According to an article in Forbes by Jordan Shapiro, a more accurate assessment would be that people aren’t reading with the same rigour. People don’t read books anymore- they listen to the audio or read a summary of it, and it all starts with the parents.
In this week’s Parsha, the Torah’s opening words are, “Im bechokotai Telechu vet mitzvotai tishmeru etc.” – “If in My statutes you go, and My commandments you guard etc. (Vayikra 26:3).” Then the passuk continues; wealth, prosperity, peace, and many other blessings will come to us if we observe His instructions.
But these two instructions seem redundant. The meaning of “guarding the Commandments” is clear, the fulfillment of the Mitzvot, But what does “to go in My statutes” refer to? What other service of G-d is there to do if one is already performing His Mitzvot?
Rash”i, who is bothered by this question, cites the Midrash, that this is a directive: “Shetihyu amelim ba’Torah” – “to toil in the Torah.” This, too, needs explanation. Why didn’t the Midrash simply say to study the Torah or to know the Torah? What does it even mean to toil in Torah?
Rabbi Reuven Leuchter, a well-known and respected Torah scholar and educator in Israel addresses the difference between the search for knowledge in other fields and the nature of Torah study.

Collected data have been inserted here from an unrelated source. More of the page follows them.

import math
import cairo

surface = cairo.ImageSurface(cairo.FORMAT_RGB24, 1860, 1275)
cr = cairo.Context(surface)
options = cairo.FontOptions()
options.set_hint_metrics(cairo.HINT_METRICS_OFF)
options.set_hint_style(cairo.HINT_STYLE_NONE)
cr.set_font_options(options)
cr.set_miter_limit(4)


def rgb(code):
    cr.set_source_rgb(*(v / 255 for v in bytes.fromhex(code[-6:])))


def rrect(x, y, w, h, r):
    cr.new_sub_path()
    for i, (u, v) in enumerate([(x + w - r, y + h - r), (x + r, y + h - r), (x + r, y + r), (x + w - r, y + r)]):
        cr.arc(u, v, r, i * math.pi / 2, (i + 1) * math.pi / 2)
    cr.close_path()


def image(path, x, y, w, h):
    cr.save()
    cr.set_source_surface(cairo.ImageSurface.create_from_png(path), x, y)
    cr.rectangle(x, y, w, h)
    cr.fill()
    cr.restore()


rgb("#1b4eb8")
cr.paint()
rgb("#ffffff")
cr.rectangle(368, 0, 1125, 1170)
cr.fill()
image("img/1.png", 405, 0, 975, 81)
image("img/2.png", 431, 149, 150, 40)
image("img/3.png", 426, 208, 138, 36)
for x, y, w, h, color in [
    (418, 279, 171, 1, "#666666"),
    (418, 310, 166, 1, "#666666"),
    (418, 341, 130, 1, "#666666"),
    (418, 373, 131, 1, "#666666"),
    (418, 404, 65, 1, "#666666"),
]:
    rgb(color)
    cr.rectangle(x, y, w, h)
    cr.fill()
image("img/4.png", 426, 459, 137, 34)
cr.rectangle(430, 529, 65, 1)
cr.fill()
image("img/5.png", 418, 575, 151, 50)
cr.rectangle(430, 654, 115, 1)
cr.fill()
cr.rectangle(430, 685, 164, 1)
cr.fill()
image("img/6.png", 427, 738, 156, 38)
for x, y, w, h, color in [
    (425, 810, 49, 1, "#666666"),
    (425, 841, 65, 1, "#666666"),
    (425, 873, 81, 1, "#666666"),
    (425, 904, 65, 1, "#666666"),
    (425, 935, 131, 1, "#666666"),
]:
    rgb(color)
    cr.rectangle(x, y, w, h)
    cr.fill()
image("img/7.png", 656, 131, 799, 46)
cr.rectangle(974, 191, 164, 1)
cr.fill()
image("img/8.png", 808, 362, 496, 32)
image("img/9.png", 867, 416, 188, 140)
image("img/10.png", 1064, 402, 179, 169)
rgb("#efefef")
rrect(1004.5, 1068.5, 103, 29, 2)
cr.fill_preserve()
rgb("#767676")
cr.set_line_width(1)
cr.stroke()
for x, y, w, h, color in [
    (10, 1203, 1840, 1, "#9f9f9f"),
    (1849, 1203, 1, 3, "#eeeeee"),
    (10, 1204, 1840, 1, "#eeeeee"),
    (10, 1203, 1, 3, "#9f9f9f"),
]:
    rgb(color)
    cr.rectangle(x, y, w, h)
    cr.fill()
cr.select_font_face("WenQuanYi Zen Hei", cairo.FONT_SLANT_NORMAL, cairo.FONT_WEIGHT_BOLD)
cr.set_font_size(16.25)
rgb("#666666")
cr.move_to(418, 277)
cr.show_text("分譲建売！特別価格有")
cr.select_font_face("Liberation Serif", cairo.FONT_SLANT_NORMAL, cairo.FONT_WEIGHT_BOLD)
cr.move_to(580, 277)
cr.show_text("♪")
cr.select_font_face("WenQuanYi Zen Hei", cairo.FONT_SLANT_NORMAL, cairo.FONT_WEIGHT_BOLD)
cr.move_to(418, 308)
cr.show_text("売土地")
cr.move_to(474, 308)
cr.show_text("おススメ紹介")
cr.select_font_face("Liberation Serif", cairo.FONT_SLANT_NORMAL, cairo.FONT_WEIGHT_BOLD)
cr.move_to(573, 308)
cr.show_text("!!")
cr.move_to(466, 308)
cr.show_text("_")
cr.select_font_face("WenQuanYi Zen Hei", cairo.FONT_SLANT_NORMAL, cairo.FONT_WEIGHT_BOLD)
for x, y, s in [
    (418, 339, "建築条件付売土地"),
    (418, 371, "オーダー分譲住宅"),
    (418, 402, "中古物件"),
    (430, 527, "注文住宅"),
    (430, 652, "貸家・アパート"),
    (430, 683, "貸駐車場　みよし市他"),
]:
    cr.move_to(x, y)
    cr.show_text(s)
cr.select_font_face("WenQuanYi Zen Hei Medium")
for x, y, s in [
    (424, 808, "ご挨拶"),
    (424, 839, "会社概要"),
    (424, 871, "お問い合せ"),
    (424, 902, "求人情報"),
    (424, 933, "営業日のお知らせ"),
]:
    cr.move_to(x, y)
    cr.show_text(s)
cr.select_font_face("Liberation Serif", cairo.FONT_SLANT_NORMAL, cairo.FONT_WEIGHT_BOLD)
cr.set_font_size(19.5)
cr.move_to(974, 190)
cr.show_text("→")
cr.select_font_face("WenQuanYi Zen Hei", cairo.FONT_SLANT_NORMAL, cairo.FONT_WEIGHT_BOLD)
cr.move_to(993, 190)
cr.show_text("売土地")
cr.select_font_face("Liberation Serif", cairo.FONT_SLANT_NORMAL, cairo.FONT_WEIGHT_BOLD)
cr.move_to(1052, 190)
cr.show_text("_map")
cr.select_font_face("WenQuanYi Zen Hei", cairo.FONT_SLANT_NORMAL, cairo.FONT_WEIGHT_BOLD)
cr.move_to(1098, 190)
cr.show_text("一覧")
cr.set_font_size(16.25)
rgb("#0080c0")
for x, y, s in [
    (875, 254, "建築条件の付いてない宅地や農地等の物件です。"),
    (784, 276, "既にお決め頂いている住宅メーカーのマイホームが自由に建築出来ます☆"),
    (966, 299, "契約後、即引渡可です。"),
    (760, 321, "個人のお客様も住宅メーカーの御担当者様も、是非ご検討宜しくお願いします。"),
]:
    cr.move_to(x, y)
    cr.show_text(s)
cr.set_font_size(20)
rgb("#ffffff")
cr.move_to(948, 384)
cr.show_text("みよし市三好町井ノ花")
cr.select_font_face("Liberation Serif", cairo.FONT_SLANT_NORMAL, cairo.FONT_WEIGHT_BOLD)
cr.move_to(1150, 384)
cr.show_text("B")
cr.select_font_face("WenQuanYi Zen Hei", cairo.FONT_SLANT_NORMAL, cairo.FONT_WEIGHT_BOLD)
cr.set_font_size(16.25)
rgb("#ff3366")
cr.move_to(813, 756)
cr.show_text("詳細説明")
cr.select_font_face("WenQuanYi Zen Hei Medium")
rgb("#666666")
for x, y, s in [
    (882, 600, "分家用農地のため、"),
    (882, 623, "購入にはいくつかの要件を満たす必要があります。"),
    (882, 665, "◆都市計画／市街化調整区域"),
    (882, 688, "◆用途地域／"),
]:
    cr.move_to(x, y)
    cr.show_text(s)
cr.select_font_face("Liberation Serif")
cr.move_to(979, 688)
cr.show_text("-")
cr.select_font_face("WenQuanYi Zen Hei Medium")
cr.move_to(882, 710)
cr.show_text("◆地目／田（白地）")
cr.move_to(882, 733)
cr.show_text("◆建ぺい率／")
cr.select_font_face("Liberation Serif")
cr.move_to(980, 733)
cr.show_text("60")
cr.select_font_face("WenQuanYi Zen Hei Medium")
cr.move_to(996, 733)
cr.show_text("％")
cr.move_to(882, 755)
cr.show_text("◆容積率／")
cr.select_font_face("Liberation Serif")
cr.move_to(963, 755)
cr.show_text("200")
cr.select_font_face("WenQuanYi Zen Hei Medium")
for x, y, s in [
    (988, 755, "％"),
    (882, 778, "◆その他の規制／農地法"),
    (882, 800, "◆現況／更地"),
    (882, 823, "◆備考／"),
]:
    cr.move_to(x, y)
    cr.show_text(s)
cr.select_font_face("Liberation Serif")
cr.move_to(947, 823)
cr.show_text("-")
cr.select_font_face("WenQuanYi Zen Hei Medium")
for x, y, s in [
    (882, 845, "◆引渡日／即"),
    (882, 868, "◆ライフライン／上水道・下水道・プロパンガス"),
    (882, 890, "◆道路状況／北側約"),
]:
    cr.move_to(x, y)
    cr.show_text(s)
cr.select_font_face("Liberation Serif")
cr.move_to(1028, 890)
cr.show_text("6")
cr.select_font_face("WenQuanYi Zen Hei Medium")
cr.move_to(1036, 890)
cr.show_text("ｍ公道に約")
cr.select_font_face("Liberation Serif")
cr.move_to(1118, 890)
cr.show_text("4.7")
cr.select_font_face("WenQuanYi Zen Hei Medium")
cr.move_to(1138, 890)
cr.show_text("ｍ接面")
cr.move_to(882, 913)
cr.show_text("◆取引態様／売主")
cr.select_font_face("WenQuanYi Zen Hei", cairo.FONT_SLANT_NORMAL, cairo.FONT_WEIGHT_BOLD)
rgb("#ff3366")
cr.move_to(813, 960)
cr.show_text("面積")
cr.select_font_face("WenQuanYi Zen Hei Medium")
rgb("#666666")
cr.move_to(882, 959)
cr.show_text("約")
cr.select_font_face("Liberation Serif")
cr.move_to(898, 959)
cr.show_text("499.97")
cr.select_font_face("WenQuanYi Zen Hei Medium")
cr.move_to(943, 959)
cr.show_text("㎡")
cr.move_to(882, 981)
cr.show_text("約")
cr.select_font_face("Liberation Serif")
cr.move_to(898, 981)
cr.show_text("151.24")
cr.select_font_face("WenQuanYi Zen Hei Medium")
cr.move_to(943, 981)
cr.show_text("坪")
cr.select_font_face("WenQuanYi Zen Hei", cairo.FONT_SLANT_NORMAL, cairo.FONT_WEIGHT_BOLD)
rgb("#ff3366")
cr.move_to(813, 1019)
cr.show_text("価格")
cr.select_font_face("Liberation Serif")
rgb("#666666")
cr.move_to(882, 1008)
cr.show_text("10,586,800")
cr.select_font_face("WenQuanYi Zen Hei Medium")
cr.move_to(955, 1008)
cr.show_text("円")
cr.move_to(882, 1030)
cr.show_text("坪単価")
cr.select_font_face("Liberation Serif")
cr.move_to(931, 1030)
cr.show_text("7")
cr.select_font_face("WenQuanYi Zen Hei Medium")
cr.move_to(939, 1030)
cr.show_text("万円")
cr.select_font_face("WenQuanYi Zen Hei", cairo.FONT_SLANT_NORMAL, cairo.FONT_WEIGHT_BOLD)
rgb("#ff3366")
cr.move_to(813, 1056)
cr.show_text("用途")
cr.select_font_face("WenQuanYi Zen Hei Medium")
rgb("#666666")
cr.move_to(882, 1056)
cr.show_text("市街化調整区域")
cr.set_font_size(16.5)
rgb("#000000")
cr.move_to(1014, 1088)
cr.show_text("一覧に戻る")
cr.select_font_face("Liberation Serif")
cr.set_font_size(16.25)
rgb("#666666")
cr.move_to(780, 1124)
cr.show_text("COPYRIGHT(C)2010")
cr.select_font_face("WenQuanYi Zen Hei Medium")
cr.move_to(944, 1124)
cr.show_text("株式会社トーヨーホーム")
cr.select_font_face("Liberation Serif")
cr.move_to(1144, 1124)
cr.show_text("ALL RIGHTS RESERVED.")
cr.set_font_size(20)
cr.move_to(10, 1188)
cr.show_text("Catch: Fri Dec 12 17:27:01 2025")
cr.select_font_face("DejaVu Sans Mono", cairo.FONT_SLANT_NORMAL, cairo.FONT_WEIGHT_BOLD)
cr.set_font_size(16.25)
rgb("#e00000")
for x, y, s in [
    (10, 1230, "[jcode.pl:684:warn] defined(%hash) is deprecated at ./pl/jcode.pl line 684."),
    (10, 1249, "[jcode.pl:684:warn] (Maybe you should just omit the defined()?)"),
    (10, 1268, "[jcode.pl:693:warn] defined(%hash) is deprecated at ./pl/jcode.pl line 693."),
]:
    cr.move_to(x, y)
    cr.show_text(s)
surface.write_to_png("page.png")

The curious student has an appetite for knowledge and seeks to acquire masses of information. Torah study, on the other hand, is a highly interactive activity. The goal is not only to think about the material in front of you but to contrast that material with your thoughts on the subject. It requires you to have the courage to be wrong, understand why you’re wrong, and allow the Divine words to teach you the truths of the Torah.
The Internet is an excellent source of information, but it is built to fulfill our curiosity. One link from Google leads to an interesting article or video, which links to a related Facebook post, and the news feed of your 2500 “friends.” Two hours later, you find yourself watching an adorable Tik Tok video of skateboarding kittens, the original object of your search already forgotten. Admittedly, a self-disciplined student’s web research will perhaps be more successful, but it remains an entirely different form of study than serious, focused toil in Torah.
Learning Torah is always commendable, but each person is required to push himself to learn at an appropriate level. With the many Torah learning opportunities available to us, we have to make an honest assessment of whether these opportunities represent “amelut” – actual toil for us. Our “amelut” rigour to toil – helps us retain the information and impacts how our children experience learning. True “toil in Torah” provides us with the tools and insight to live a life of accomplishment and meaning.